I may have phrased that poorly. I meant more the controversy about whether or not the ending actually made sense within the context of the story and the universe. I don't want to start spouting off like I'm some kind of authority on narratology or anything, but good twists shouldn't be leaving players confused and in disbelief. It's fine to surprise them, or even shock them, but the reveal still needs to be accessible enough to players to work as a satisfactory ending. You can't just throw something bizarre and convoluted at the players and then say, "Now go try to figure out what the hell it is that you just saw and how it actually makes sense." Like I said, it's a self-contained medium.

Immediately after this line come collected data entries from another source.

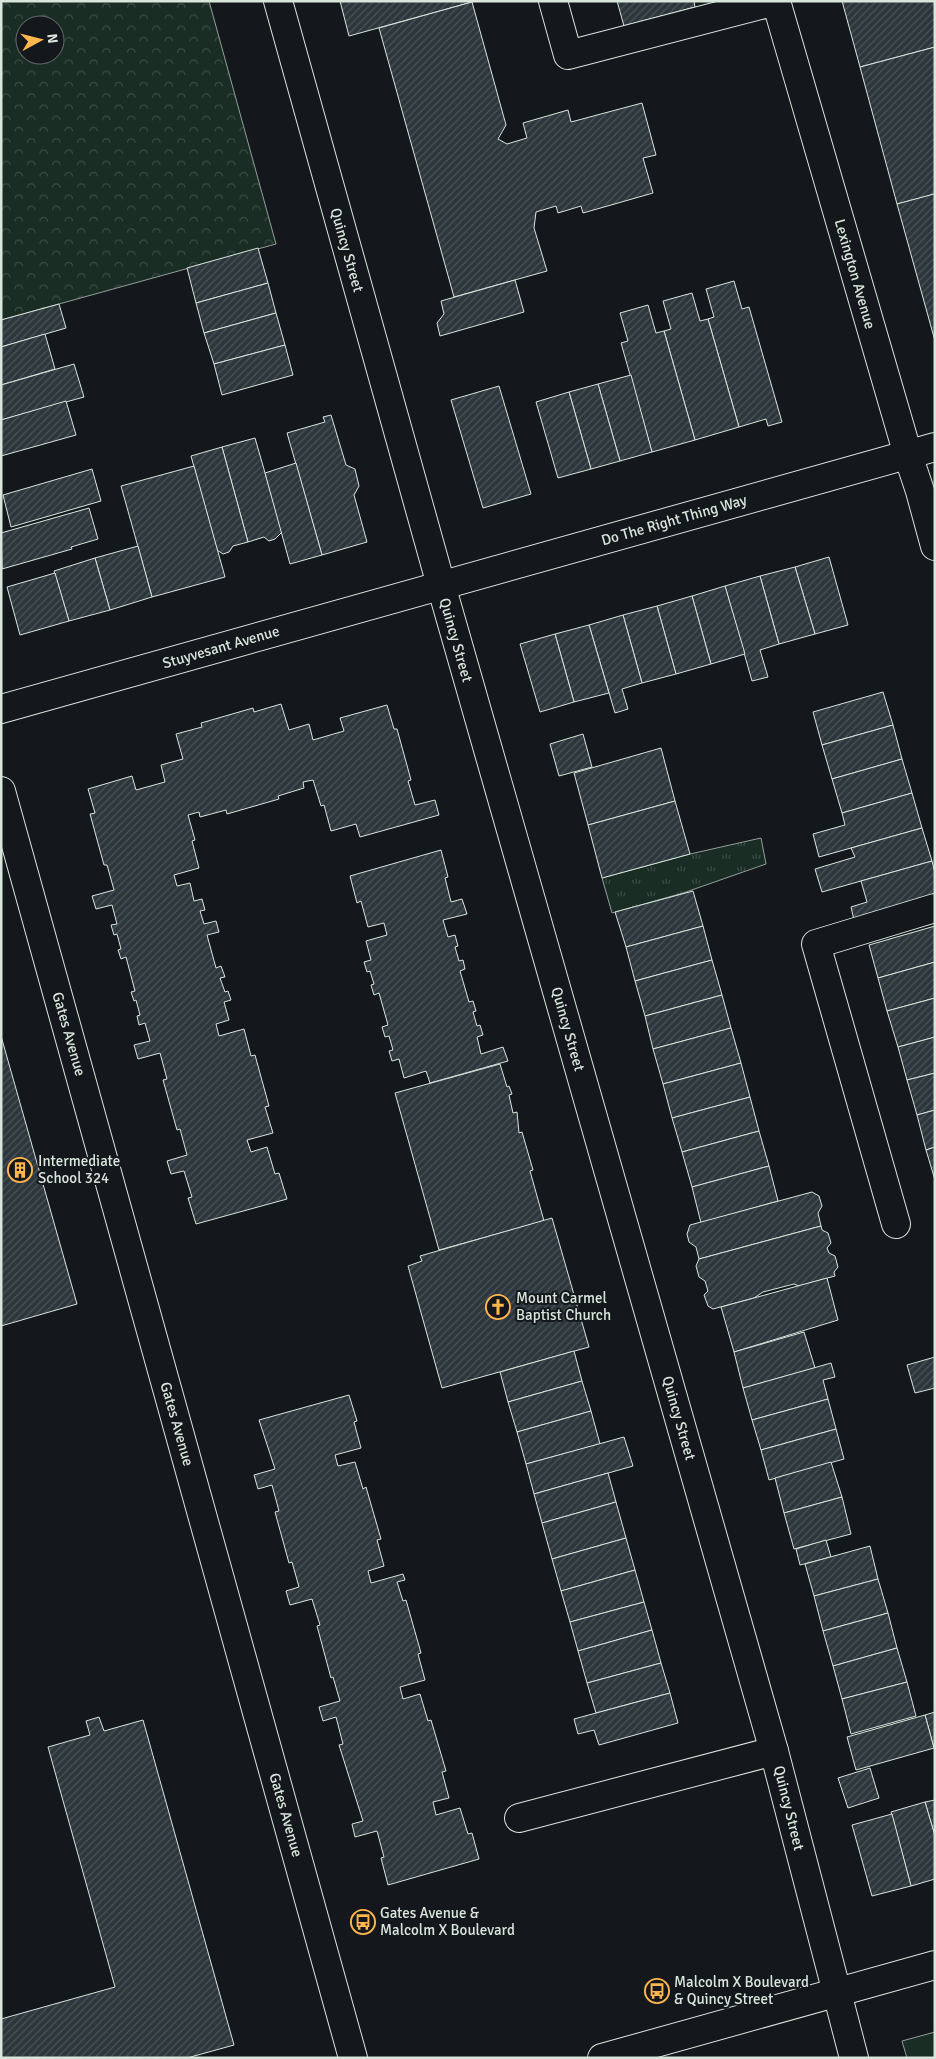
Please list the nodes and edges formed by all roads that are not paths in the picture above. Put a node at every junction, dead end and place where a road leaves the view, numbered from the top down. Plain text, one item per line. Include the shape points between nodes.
1 (278, 1) edge
2 (553, 1) edge
3 (776, 1) edge
4 (935, 447) edge
5 (908, 455) junction
6 (935, 546) edge
7 (441, 585) junction
8 (1, 709) edge
9 (1, 791) edge
10 (935, 908) edge
11 (896, 1224) dead end
12 (774, 1751) junction
13 (519, 1818) dead end
14 (935, 1965) edge
15 (836, 1992) junction
16 (354, 2058) edge
17 (602, 2058) edge
18 (854, 2058) edge

1 - 7 street, Quincy Street
2 - 3 street via 568,55
3 - 5 street, Lexington Avenue
4 - 5 street
5 - 6 street, Lexington Avenue
5 - 7 street, Do The Right Thing Way
7 - 8 street, Stuyvesant Avenue
7 - 12 street, Quincy Street
9 - 16 street, Gates Avenue
10 - 11 street via 816,944
12 - 13 street
12 - 15 street, Quincy Street
14 - 15 street
15 - 17 street
15 - 18 street, Quincy Street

The work speaks for itself, but you have to extract the information and take it with you and think about it, in my opinion that is the least you owe a work with which you choose to engage. I don't accept "people had to write essays to try and make sense of it, therefore it is bad" as solid reasoning for the dismissal of what we can probably agree is an ambitious but hugely flawed attempt at broad scope storytelling; after all, if your logic held water, many great novels and films and paintings and even pieces of music would be considered trash simply for having people write about them for the sake of trying to understand them. As long as there has been "art" there has been criticism and discussion, and, dancing about architecture or not, these ancillaries have been vital to developments in thinking for both creators and observers, the same is true, if we accept them as art, of video games. I do not consider
Infinite to be an artful game, but there is something to be gained from analysis of its plot and gameplay, from thinking about which things work and which things do not, and furthermore why that is.